Bioethics
by James Giordano, PhD
Halfway through the
congressionally-declared Decade of Pain Control and Research, it may be time for a
reflective pause to ask in both conceptual and practical terms, where we are?
and where might we be going? A review of the past five years progress
yields abundant demonstration of ardent strides in research. However, we are also
confronted with evidence that the translation of research developments into viable
therapeutic applications has been less than optimal, and further, that the sustenance of
treatment paradigms that meet the epidemiologically-defined problem of chronic pain is
lacking.
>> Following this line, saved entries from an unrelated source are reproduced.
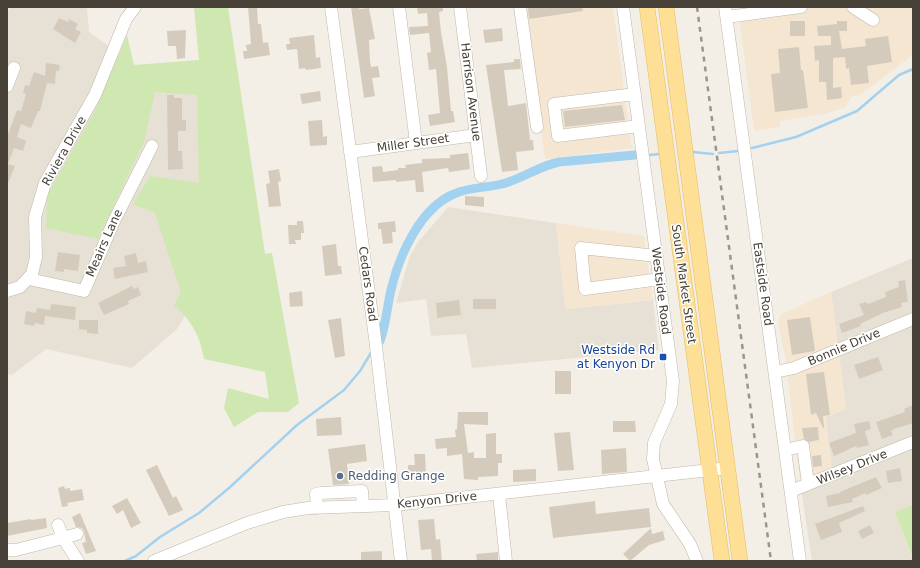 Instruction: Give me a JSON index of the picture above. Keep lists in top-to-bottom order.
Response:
{
  "streets": {
    "main road": ["South Market Street"],
    "street": [
      "Harrison Avenue",
      "Miller Street",
      "Riviera Drive",
      "Meairs Lane",
      "Cedars Road",
      "Eastside Road",
      "Westside Road",
      "Bonnie Drive",
      "Wilsey Drive",
      "Kenyon Drive"
    ]
  },
  "crossings": [
    ["Harrison Avenue", "Miller Street"],
    ["Miller Street", "Cedars Road"],
    ["Riviera Drive", "Meairs Lane"],
    ["Cedars Road", "Kenyon Drive"],
    ["South Market Street", "Kenyon Drive"],
    ["Eastside Road", "Bonnie Drive"],
    ["Eastside Road", "Wilsey Drive"],
    ["Westside Road", "Kenyon Drive"]
  ],
  "places": {
    "transit": ["Westside Rd at Kenyon Dr"],
    "other": ["Redding Grange"]
  }
} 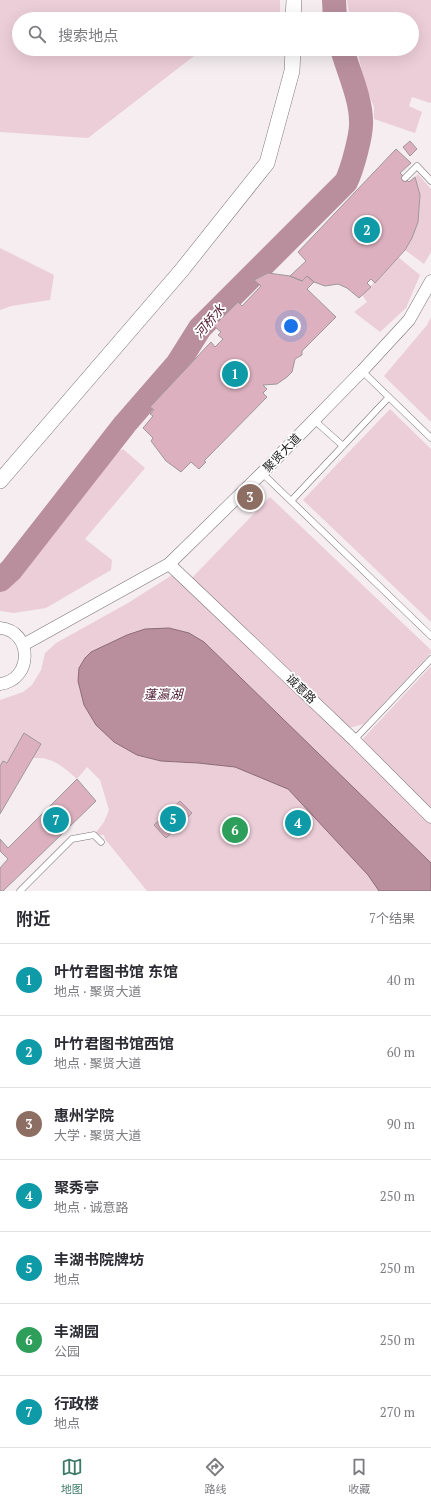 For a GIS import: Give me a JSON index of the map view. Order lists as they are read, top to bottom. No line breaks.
{"streets":{"street":["聚贤大道","诚意路"]},"crossings":[["聚贤大道","诚意路"]],"water":["河桥水","蓬瀛湖"],"page":{"search":"搜索地点","pins":["2","1","3","5","7","4","6"],"heading":["附近","7个结果"],"list":[{"mark":"1","name":"叶竹君图书馆 东馆","note":"地点 · 聚贤大道","value":"40 m"},{"mark":"2","name":"叶竹君图书馆西馆","note":"地点 · 聚贤大道","value":"60 m"},{"mark":"3","name":"惠州学院","note":"大学 · 聚贤大道","value":"90 m"},{"mark":"4","name":"聚秀亭","note":"地点 · 诚意路","value":"250 m"},{"mark":"5","name":"丰湖书院牌坊","note":"地点","value":"250 m"},{"mark":"6","name":"丰湖园","note":"公园","value":"250 m"},{"mark":"7","name":"行政楼","note":"地点","value":"270 m"}],"nav":["地图","路线","收藏"]}} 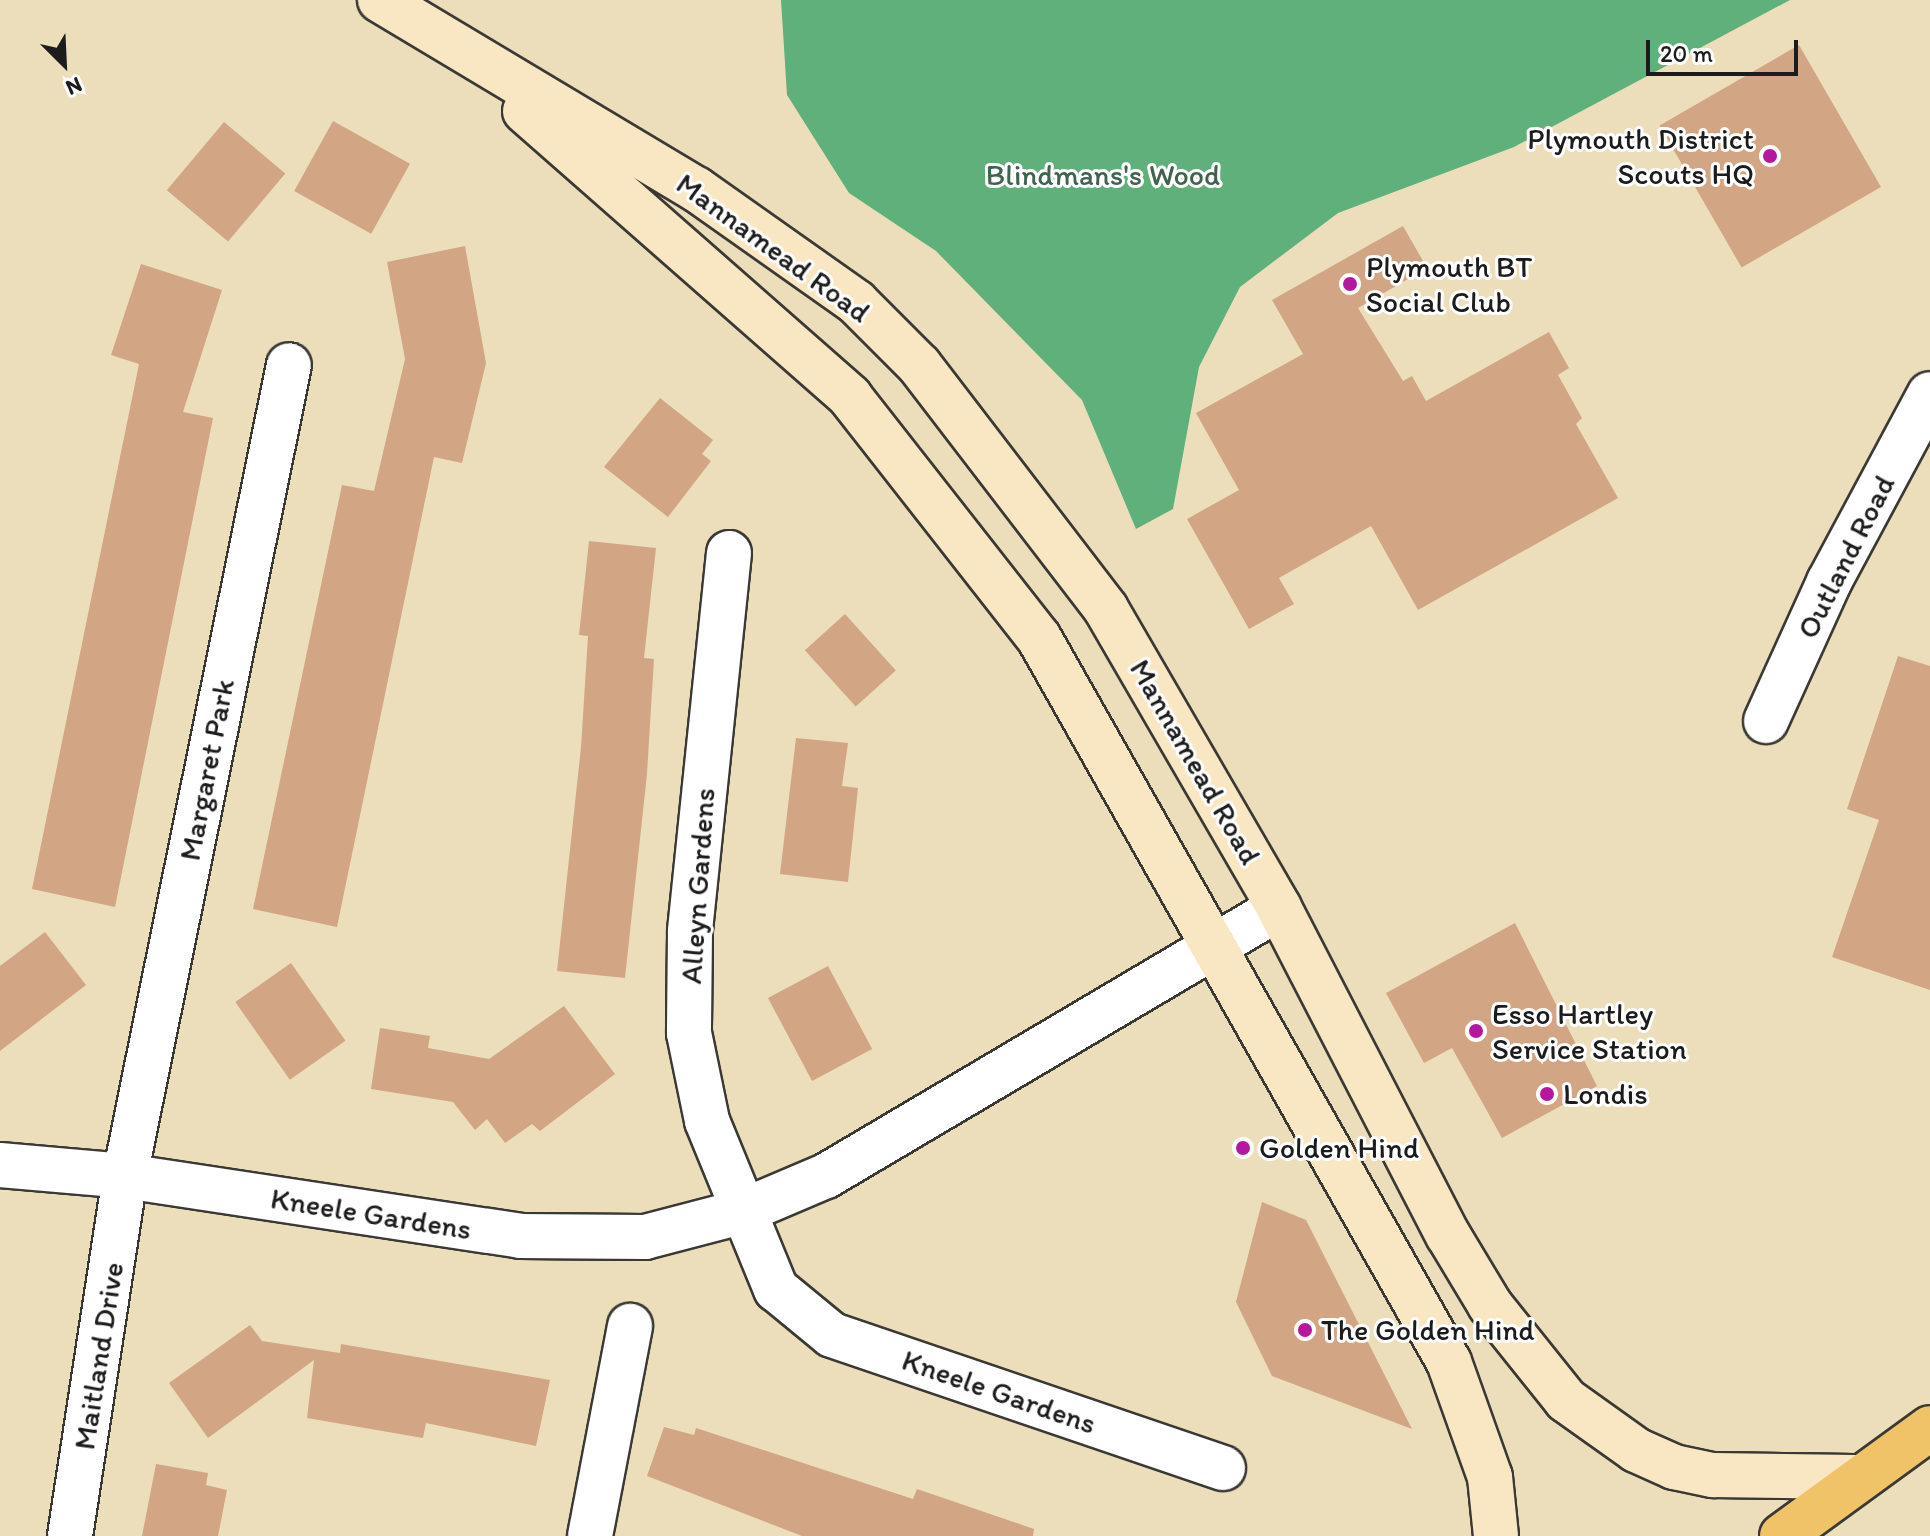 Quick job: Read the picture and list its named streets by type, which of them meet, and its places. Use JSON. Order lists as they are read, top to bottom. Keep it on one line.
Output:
{"streets":{"main road":["Mannamead Road"],"street":["Outland Road","Margaret Park","Alleyn Gardens","Kneele Gardens","Maitland Drive"]},"crossings":[["Mannamead Road","Kneele Gardens"],["Margaret Park","Kneele Gardens"],["Margaret Park","Maitland Drive"],["Alleyn Gardens","Kneele Gardens"],["Kneele Gardens","Maitland Drive"]],"parks":["Blindmans's Wood"],"places":["Plymouth District Scouts HQ","Plymouth BT Social Club","Esso Hartley Service Station","Londis","Golden Hind","The Golden Hind"],"scale_bar":"20 m","north":"bottom right"}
This represents a paradox: although we may know more about the basis and
mechanisms of pain and how to treat it, we are becoming ever more disempowered to
effectively act on this knowledge.
In this issue, Michael Schatman speaks to this by illuminating the declining number and
increasingly restricted roles of accredited, interdisciplinary pain management programs.
Despite several lines of evidence to support the durable effectiveness of outcomes
achieved by such programs, he reports the continuing trend to discontinue, or severely
limit the services provided by these centers. Schatman opines that this apparent
contradiction reflects the commodification of medicine in general, and the resultant
pervasion of a business ethos that disavows the benefits of long term pain care as being
inordinately expensive to a healthcare system that is primarily concerned with
proximate-costs. He views the problem as a conflict between business ethics and those of
medicine, and in so doing questions whether the contemporary form of pain medicine has
become inseparable from the effects of corporate systematization. Schatman asserts that a
change is required that responds to the moral obligation to treat those who are in pain,
and that provides ethical guidance to implement supportive healthcare policies.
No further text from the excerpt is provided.